Having Body Dismorphic Disorder (the fat kind, not the skinny Ana/Mia kind) means I don't see my body the way that everyone else sees my body. Where you might see someone who looks like a dump truck, or a beached whale if I happen to be in my blue swimsuit, I see someone... pretty. Luscious. Voluptuous. But nothing horrific or 'Dear God, Make it Stop' kind of fat.
I used to be in good shape. I passed my last Navy PRT with a Good High score on everything, while still failing at the weight/body fat portion. In my head, I was a fit fat girl. Rare, but possible.
Jacob, my very nice, non-judgemental trainer at my gym has been really nice to me. He was polite, and he laughs at all my jokes. Except yesterday, He Kicked My Ass. Sadly, it didn't take much.

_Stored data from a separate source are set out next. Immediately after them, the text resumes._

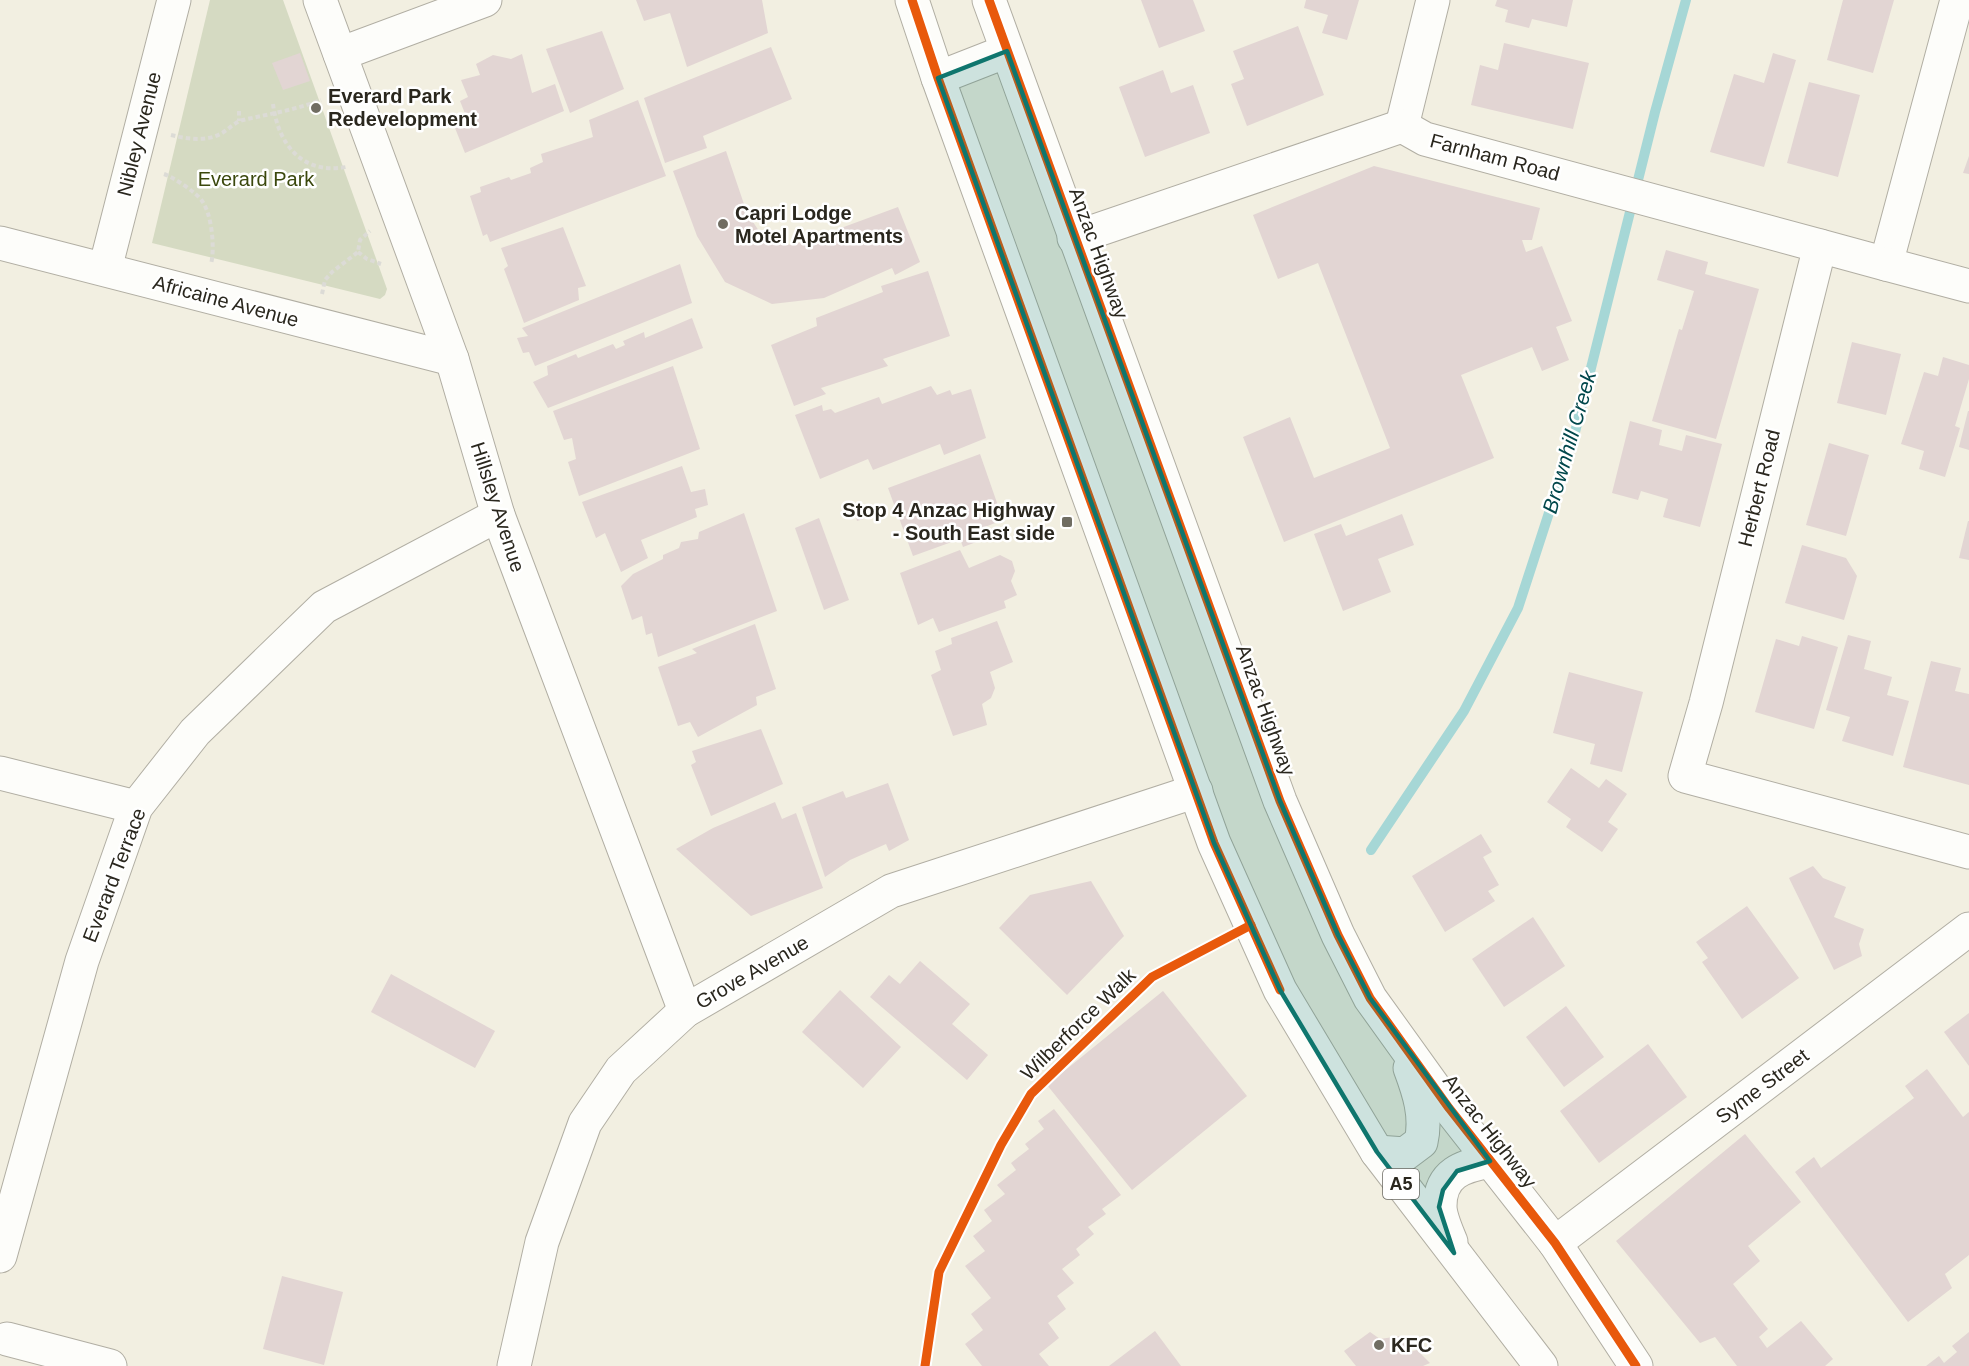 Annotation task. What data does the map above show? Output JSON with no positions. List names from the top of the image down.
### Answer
{
  "streets": {
    "main road": [
      "Nibley Avenue",
      "Farnham Road",
      "Anzac Highway",
      "Africaine Avenue",
      "Herbert Road",
      "Hillsley Avenue",
      "Everard Terrace",
      "Grove Avenue",
      "Syme Street",
      "A5"
    ],
    "cycle path": ["Wilberforce Walk"]
  },
  "crossings": [
    ["Nibley Avenue", "Africaine Avenue"],
    ["Farnham Road", "Herbert Road"],
    ["Anzac Highway", "Syme Street"],
    ["Africaine Avenue", "Hillsley Avenue"],
    ["Hillsley Avenue", "Everard Terrace"],
    ["Hillsley Avenue", "Grove Avenue"],
    ["Grove Avenue", "A5"]
  ],
  "water": ["Brownhill Creek"],
  "parks": ["Everard Park"],
  "places": {
    "other": ["Everard Park Redevelopment", "Capri Lodge Motel Apartments", "KFC"],
    "transit": ["Stop 4 Anzac Highway - South East side"]
  }
}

This was devastating for me. I had my entire self perception shattered in less than an hour. I'm Fat. F-A-T. I'm a Fat Girl. I wear an XXL tee shirt to the gym. I'm NOT fit. I couldn't finish the sets he had laid out after a mere 20 minutes. Today, EVERYTHING hurts. Legs, Arms, Back... Advil is my best friend right now. I could barely walk this morning. My bad shoulder hates me right now, and is trying to pull me forward into a permanent hunchback. My bad ankle seems to feel walking in a straight line is no longer part of it's job description. But... I can handle the physical pain. I used to live with much, much worse physical pain. Right now the issue is the emotional pain of realizing I am not the person I thought I was, and learning to see myself in a more accurate manner. I'm psychologically crushed.